Support Questions

mala_etl · ‎07-14-2022

Hello everyone,

I am new for spark processing. I need you help my problem when transform data from plat file to hive orc table. Below is my process flow using pyspark:
1 - Use pyspark to load flat file to dataframe

2 - Transform data in dataframe and insert to hive table(parquet)

3 - Insert data from hive(parquet) to orc format

Step 1 and 2 is fast, but step 3 is too slow because it use much memory. Sometime it stuck cannot continue.

Please help to advice and recommend the better flow.

Thanks

Here is sample code:

-- loading.py

import pyspark
from pyspark import SparkContext, SparkConf
from pyspark.conf import SparkConf
from pyspark.sql import SparkSession
from pyspark.sql import HiveContext,SQLContext
from pyspark.sql.types import StructType,StructField, StringType, IntegerType
from pyspark.sql.types import ArrayType, DoubleType, BooleanType
from pyspark.sql.functions import input_file_name,col,array_contains

spark = SparkSession.builder.appName("testing..").enableHiveSupport().getOrCreate()

df_schema = StructType([
StructField("col1",StringType(),True)
,StructField("col2",StringType(),True)
,StructField("col3",StringType(),True)
,StructField("col4",StringType(),True)
,StructField("col5",StringType(),True)
,StructField("filename",StringType(),True)
,StructField("YEARKEY",StringType(),True)
,StructField("MONTHKEY",StringType(),True)
,StructField("DAYKEY",StringType(),True)
])

dsCSV = spark.read.format("csv").options(header='False', delimiter=';').schema(df_schema).load("/user/test/processing/data/out").withColumn("filename",input_file_name())
dsCSV.registerTempTable("cdr_data")

df_insert=spark.sql("select * from cdr_data")

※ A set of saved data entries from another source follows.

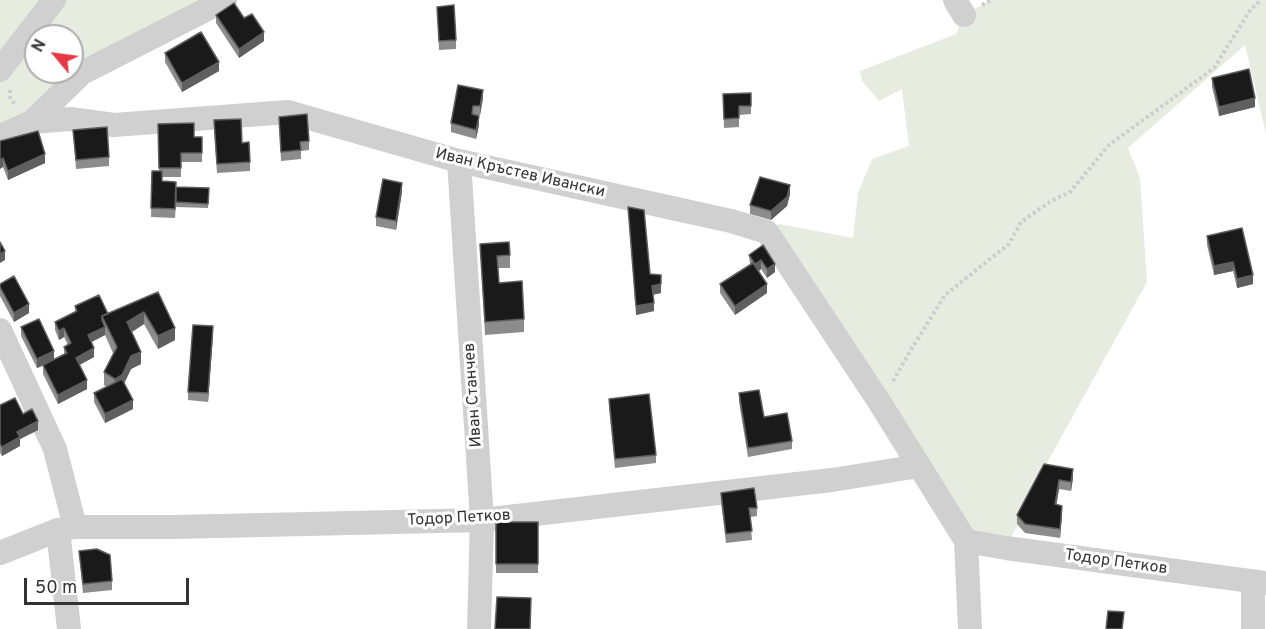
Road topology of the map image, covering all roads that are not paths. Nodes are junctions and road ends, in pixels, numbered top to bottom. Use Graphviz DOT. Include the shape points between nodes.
graph roads {
  1 [pos="54,0"];
  2 [pos="225,0"];
  3 [pos="6,61"];
  4 [pos="32,122"];
  5 [pos="0,136"];
  6 [pos="459,161"];
  7 [pos="0,330"];
  8 [pos="919,466"];
  9 [pos="482,520"];
  10 [pos="67,529"];
  11 [pos="966,541"];
  12 [pos="0,553"];
  13 [pos="1259,582"];
  14 [pos="69,629"];
  15 [pos="479,629"];
  16 [pos="970,629"];
  17 [pos="1253,629"];
  1 -- 3 [label="street"];
  2 -- 4 [label="street" via="82,73"];
  4 -- 5 [label="street, Иван Кръстев Ивански"];
  4 -- 6 [label="street, Иван Кръстев Ивански" via="70,119 114,125 288,112"];
  6 -- 8 [label="street, Иван Кръстев Ивански" via="767,232"];
  6 -- 9 [label="street, Иван Станчев"];
  7 -- 10 [label="street" via="55,448"];
  8 -- 9 [label="street, Тодор Петков" via="832,480"];
  8 -- 11 [label="street, Иван Кръстев Ивански"];
  9 -- 10 [label="street, Тодор Петков"];
  9 -- 15 [label="street, Иван Станчев"];
  10 -- 12 [label="street, Тодор Петков"];
  10 -- 14 [label="street"];
  11 -- 13 [label="street, Тодор Петков"];
  11 -- 16 [label="street"];
  13 -- 17 [label="street"];
}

df_insert.write.option("compression","snappy").mode('append').format('parquet').partitionBy("yearkey","monthkey","daykey").saveAsTable(('landing.test_loading'))

dsCSV.unpersist()
dsCSV.unpersist(True)
df_insert.unpersist()
df_insert.unpersist(True)

-- cdr_hivesql.sh

v_history_records="insert into staging.test_loading select * from landing.test_loading"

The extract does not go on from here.